The San Francisco Silent Film Festival has announced the line-up of films for their annual July event at the Castro Theater. And once again, they have put together a varied and interesting program.
The Festival opens with a special presentation of the air war epic, Wings, the first film to win an Academy Award -- and ends with The Cameraman, Buster Keaton's brilliant comedy about the business of making movies. In between, there is an international assortment of films from Sweden, Germany, Russia and China, as well as a couple of American-made films set in foreign locales.
The Festival's "centerpiece film" is a not-on-DVD and never-shown-in-San Francisco restoration of Pandora's Box, starring the legendary Louise Brooks. I, for one, am looking forward to that.

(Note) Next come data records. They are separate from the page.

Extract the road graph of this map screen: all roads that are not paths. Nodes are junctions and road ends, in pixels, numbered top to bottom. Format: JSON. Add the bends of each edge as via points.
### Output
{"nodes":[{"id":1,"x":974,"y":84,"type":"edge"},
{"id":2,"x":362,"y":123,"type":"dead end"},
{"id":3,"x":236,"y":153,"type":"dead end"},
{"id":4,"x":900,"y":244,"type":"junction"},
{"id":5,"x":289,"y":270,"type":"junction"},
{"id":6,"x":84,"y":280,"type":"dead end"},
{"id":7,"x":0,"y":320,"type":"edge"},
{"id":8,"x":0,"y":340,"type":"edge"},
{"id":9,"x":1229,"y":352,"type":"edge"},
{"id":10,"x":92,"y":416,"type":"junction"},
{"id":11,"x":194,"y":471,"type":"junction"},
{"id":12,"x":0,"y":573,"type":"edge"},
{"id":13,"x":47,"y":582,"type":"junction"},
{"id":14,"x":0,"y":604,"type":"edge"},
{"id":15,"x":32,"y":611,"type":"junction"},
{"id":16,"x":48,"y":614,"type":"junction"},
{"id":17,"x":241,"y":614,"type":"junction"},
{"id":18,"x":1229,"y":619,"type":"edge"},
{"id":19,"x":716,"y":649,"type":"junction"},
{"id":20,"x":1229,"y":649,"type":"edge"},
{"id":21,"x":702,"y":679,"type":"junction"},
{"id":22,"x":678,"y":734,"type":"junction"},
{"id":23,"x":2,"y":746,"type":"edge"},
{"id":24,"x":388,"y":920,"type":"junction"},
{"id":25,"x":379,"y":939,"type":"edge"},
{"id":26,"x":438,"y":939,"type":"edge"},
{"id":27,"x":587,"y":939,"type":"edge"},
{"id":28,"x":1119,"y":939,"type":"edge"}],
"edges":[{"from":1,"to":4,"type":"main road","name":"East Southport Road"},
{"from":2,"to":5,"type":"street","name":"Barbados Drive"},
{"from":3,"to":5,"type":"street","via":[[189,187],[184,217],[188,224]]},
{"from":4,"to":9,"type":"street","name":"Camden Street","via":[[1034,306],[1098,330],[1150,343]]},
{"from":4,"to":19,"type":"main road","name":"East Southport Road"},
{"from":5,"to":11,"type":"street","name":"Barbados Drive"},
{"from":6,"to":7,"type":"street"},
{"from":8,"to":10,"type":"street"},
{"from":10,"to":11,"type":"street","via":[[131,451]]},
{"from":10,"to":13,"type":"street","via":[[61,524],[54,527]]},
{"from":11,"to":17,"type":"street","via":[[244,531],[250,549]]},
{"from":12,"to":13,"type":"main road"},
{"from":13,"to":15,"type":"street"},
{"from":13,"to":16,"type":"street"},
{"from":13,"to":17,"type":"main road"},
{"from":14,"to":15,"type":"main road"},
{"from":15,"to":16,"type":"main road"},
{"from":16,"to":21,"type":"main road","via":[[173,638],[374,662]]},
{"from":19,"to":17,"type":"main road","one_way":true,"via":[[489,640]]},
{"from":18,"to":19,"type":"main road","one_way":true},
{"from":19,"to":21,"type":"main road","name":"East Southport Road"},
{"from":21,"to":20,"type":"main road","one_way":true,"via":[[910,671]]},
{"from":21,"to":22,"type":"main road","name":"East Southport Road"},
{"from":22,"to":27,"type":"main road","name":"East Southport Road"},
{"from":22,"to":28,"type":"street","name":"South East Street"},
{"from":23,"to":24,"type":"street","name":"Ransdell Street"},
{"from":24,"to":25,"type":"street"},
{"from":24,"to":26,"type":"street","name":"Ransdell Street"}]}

Among the other stars set to grace the Festival screen are Douglas Fairbanks in his first swashbuckler, dapper Ronald Colman in a tearjerker, and sultry Brigitte Helm in The Wonderful Lie of Nina Petrovna. A few years back, she wowed audiences as the sexy robot in Metropolis.
Others making early-in-their-career appearances, including Gary Cooper, George Bancroft and Lois Moran, while "It Girl" Clara Bow and Prague-born leading man Francis Lederer both do double duty while appearing in two films over the course of the four day event.
Sure, to appeal to kids is a Saturday morning program featuring the irrepressible Felix the Cat. The all-women Bay Area musical group known as Toychestra is teaming up with pianist Donald Sosin to accompany this program of rare silent cartoons.
More adult orientated fare includes three not-to-be-missed small masterpieces, Mauritz Stiller's Erotikon, Josef von Sternberg's decadent The Docks of New York, and Henry King's revelatory Stella Dallas. Legendary directors Ernst Lubitsch and Victor Fleming helm others.
Perhaps the most unusual offering is South, the 1919 documentary of Ernest Shackleton's failed expedition to Antarctica. Now restored by the British Film Institute with its original tints and toning, the film will be narrated by English actor Paul McGann (Withnail and I, Doctor Who) reading excerpts from Shackleton's moving letters in conjunction with Stephen Horne's haunting piano score.
Here is the line-up for the 2012 San Francisco Silent Film Festival, which is set to take place July 12-15. Many of the prints set to be screened are restorations. All programs feature live musical accompaniment.
Wings (USA, 1927)
Thursday, July 12 at 7:00 p.m.
Director William A. Wellman's now restored WWI epic is both a rousing action film as well as a tender romance. The scenes of air combat, featuring spectacular aerial photography, are breathtaking. Also breathtaking is Clara Bow's brief nudity, which caused something of a furor at the time. But that's not what got the film it's recent PG-13 rating more than 80 years later. / Accompanied by Mont Alto Motion Picture Orchestra, with Foley sound effects by Academy Award winner Ben Burtt (whose credits include the Star Wars and Indiana Jones film series).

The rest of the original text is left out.